== Problem ==
Without the pictures, retype each line below exactly as it stands.

+++ Provided information

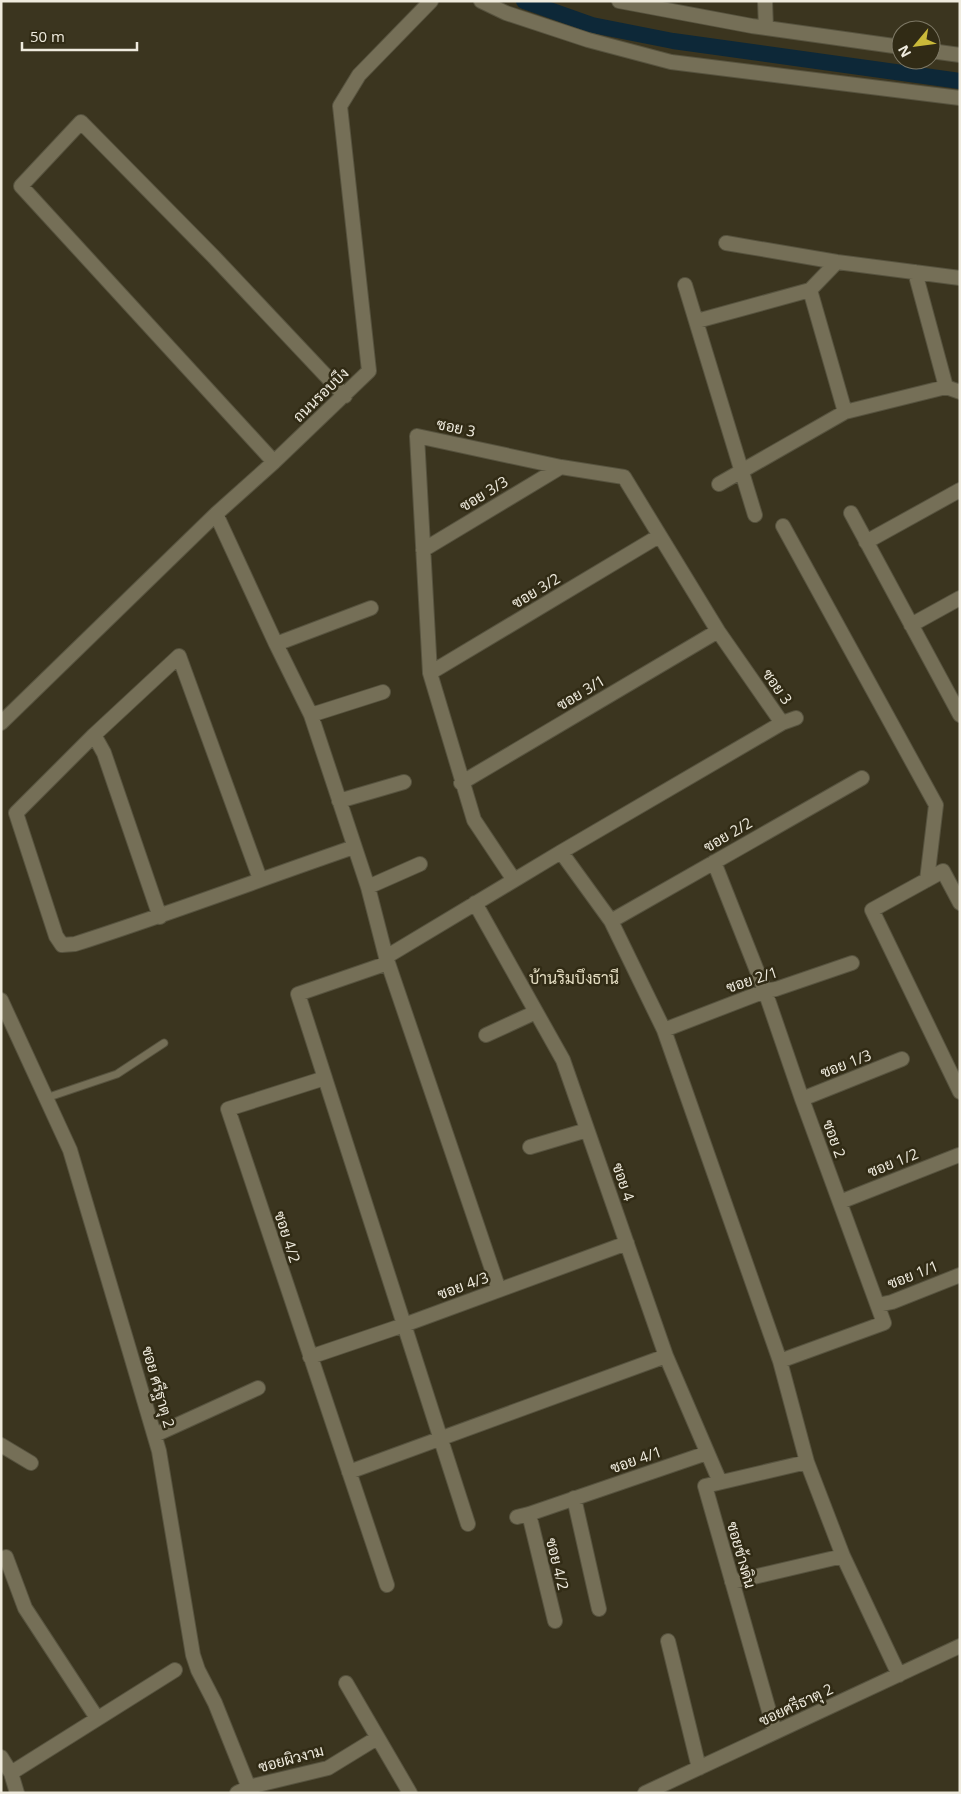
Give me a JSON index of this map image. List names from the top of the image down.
{
  "streets": {
    "street": [
      "ถนนรอบบึง",
      "ซอย 3",
      "ซอย 3/3",
      "ซอย 3/2",
      "ซอย 3/1",
      "ซอย 2/2",
      "ซอย 2/1",
      "ซอย 1/3",
      "ซอย 2",
      "ซอย 1/2",
      "ซอย 4",
      "ซอย 4/2",
      "ซอย 1/1",
      "ซอย 4/3",
      "ซอย ศรีฐาตุ 2",
      "ซอย 4/1",
      "ซอยช้างดิน",
      "ซอยศรีธาตุ 2",
      "ซอยผิวงาม"
    ]
  },
  "crossings": [
    ["ซอย 3", "ซอย 3/3"],
    ["ซอย 3", "ซอย 3/2"],
    ["ซอย 3", "ซอย 3/1"],
    ["ซอย 2/2", "ซอย 2"],
    ["ซอย 2/1", "ซอย 2"],
    ["ซอย 1/3", "ซอย 2"],
    ["ซอย 2", "ซอย 1/2"],
    ["ซอย 2", "ซอย 1/1"],
    ["ซอย 4", "ซอย 4/3"],
    ["ซอย 4", "ซอย 4/1"],
    ["ซอย 4", "ซอยช้างดิน"],
    ["ซอย 4/2", "ซอย 4/3"],
    ["ซอย 4/2", "ซอย 4/1"],
    ["ซอย ศรีฐาตุ 2", "ซอยผิวงาม"],
    ["ซอยช้างดิน", "ซอยศรีธาตุ 2"]
  ],
  "districts": ["บ้านริมบึงธานี"],
  "scale_bar": "50 m",
  "north": "bottom left"
}
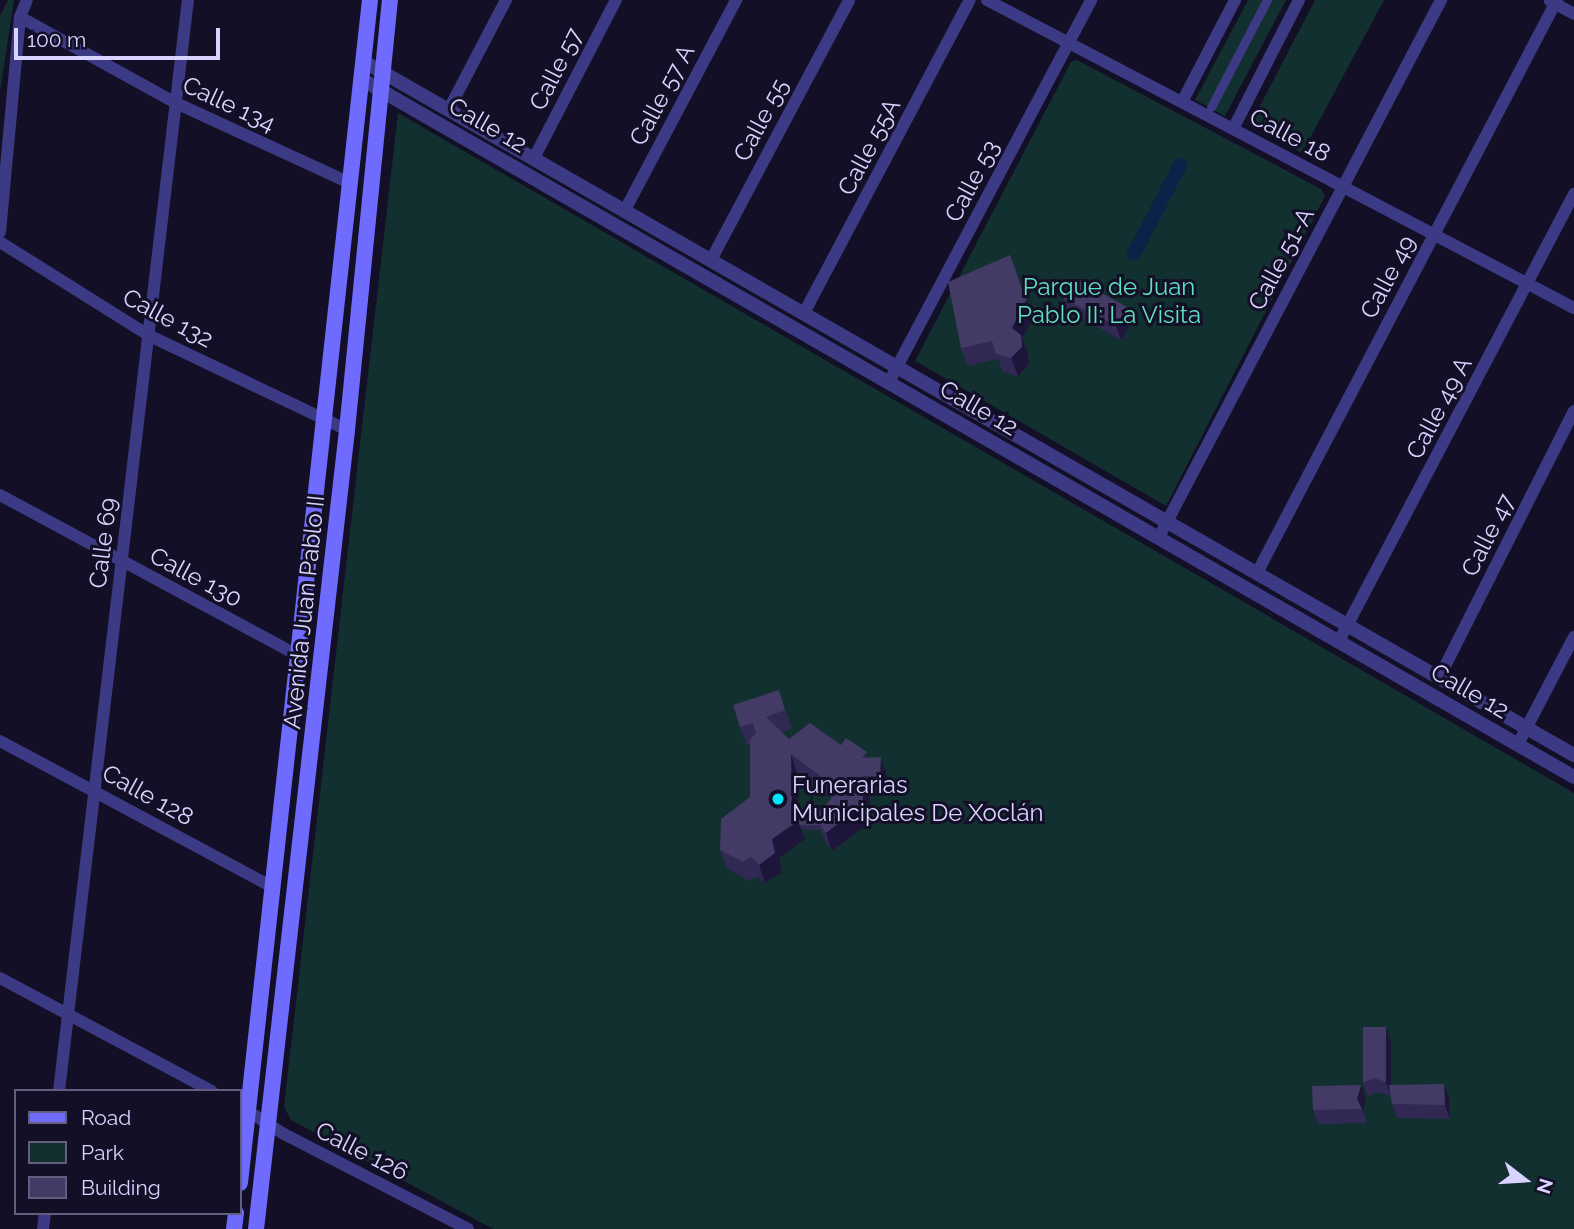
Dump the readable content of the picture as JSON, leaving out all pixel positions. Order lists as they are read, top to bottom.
{
  "streets": {
    "main road": ["Avenida Juan Pablo II"],
    "street": [
      "Calle 57",
      "Calle 57 A",
      "Calle 134",
      "Calle 55",
      "Calle 12",
      "Calle 18",
      "Calle 55A",
      "Calle 53",
      "Calle 51-A",
      "Calle 49",
      "Calle 132",
      "Calle 49 A",
      "Calle 47",
      "Calle 69",
      "Calle 130",
      "Calle 128",
      "Calle 126"
    ]
  },
  "crossings": [
    ["Calle 57", "Calle 12"],
    ["Calle 57 A", "Calle 12"],
    ["Calle 134", "Calle 69"],
    ["Calle 134", "Avenida Juan Pablo II"],
    ["Calle 55", "Calle 12"],
    ["Calle 12", "Calle 55A"],
    ["Calle 12", "Calle 53"],
    ["Calle 12", "Calle 51-A"],
    ["Calle 12", "Calle 49"],
    ["Calle 12", "Calle 49 A"],
    ["Calle 12", "Calle 47"],
    ["Calle 12", "Avenida Juan Pablo II"],
    ["Calle 18", "Calle 53"],
    ["Calle 18", "Calle 51-A"],
    ["Calle 18", "Calle 49"],
    ["Calle 18", "Calle 49 A"],
    ["Calle 132", "Calle 69"],
    ["Calle 132", "Avenida Juan Pablo II"],
    ["Calle 69", "Calle 130"],
    ["Calle 69", "Calle 128"],
    ["Calle 130", "Avenida Juan Pablo II"],
    ["Avenida Juan Pablo II", "Calle 128"],
    ["Avenida Juan Pablo II", "Calle 126"]
  ],
  "parks": ["Parque de Juan Pablo II: La Visita"],
  "places": ["Funerarias Municipales De Xoclán"],
  "legend": ["Road", "Park", "Building"],
  "scale_bar": "100 m",
  "north": "right"
}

++++++

== Task result ==
Give me a JSON index of this map image. List names from the top of the image down.
{
  "streets": {
    "street": [
      "ถนนรอบบึง",
      "ซอย 3",
      "ซอย 3/3",
      "ซอย 3/2",
      "ซอย 3/1",
      "ซอย 2/2",
      "ซอย 2/1",
      "ซอย 1/3",
      "ซอย 2",
      "ซอย 1/2",
      "ซอย 4",
      "ซอย 4/2",
      "ซอย 1/1",
      "ซอย 4/3",
      "ซอย ศรีฐาตุ 2",
      "ซอย 4/1",
      "ซอยช้างดิน",
      "ซอยศรีธาตุ 2",
      "ซอยผิวงาม"
    ]
  },
  "crossings": [
    ["ซอย 3", "ซอย 3/3"],
    ["ซอย 3", "ซอย 3/2"],
    ["ซอย 3", "ซอย 3/1"],
    ["ซอย 2/2", "ซอย 2"],
    ["ซอย 2/1", "ซอย 2"],
    ["ซอย 1/3", "ซอย 2"],
    ["ซอย 2", "ซอย 1/2"],
    ["ซอย 2", "ซอย 1/1"],
    ["ซอย 4", "ซอย 4/3"],
    ["ซอย 4", "ซอย 4/1"],
    ["ซอย 4", "ซอยช้างดิน"],
    ["ซอย 4/2", "ซอย 4/3"],
    ["ซอย 4/2", "ซอย 4/1"],
    ["ซอย ศรีฐาตุ 2", "ซอยผิวงาม"],
    ["ซอยช้างดิน", "ซอยศรีธาตุ 2"]
  ],
  "districts": ["บ้านริมบึงธานี"],
  "scale_bar": "50 m",
  "north": "bottom left"
}
Dump the readable content of the picture as JSON, leaving out all pixel positions. Order lists as they are read, top to bottom.
{
  "streets": {
    "main road": ["Avenida Juan Pablo II"],
    "street": [
      "Calle 57",
      "Calle 57 A",
      "Calle 134",
      "Calle 55",
      "Calle 12",
      "Calle 18",
      "Calle 55A",
      "Calle 53",
      "Calle 51-A",
      "Calle 49",
      "Calle 132",
      "Calle 49 A",
      "Calle 47",
      "Calle 69",
      "Calle 130",
      "Calle 128",
      "Calle 126"
    ]
  },
  "crossings": [
    ["Calle 57", "Calle 12"],
    ["Calle 57 A", "Calle 12"],
    ["Calle 134", "Calle 69"],
    ["Calle 134", "Avenida Juan Pablo II"],
    ["Calle 55", "Calle 12"],
    ["Calle 12", "Calle 55A"],
    ["Calle 12", "Calle 53"],
    ["Calle 12", "Calle 51-A"],
    ["Calle 12", "Calle 49"],
    ["Calle 12", "Calle 49 A"],
    ["Calle 12", "Calle 47"],
    ["Calle 12", "Avenida Juan Pablo II"],
    ["Calle 18", "Calle 53"],
    ["Calle 18", "Calle 51-A"],
    ["Calle 18", "Calle 49"],
    ["Calle 18", "Calle 49 A"],
    ["Calle 132", "Calle 69"],
    ["Calle 132", "Avenida Juan Pablo II"],
    ["Calle 69", "Calle 130"],
    ["Calle 69", "Calle 128"],
    ["Calle 130", "Avenida Juan Pablo II"],
    ["Avenida Juan Pablo II", "Calle 128"],
    ["Avenida Juan Pablo II", "Calle 126"]
  ],
  "parks": ["Parque de Juan Pablo II: La Visita"],
  "places": ["Funerarias Municipales De Xoclán"],
  "legend": ["Road", "Park", "Building"],
  "scale_bar": "100 m",
  "north": "right"
}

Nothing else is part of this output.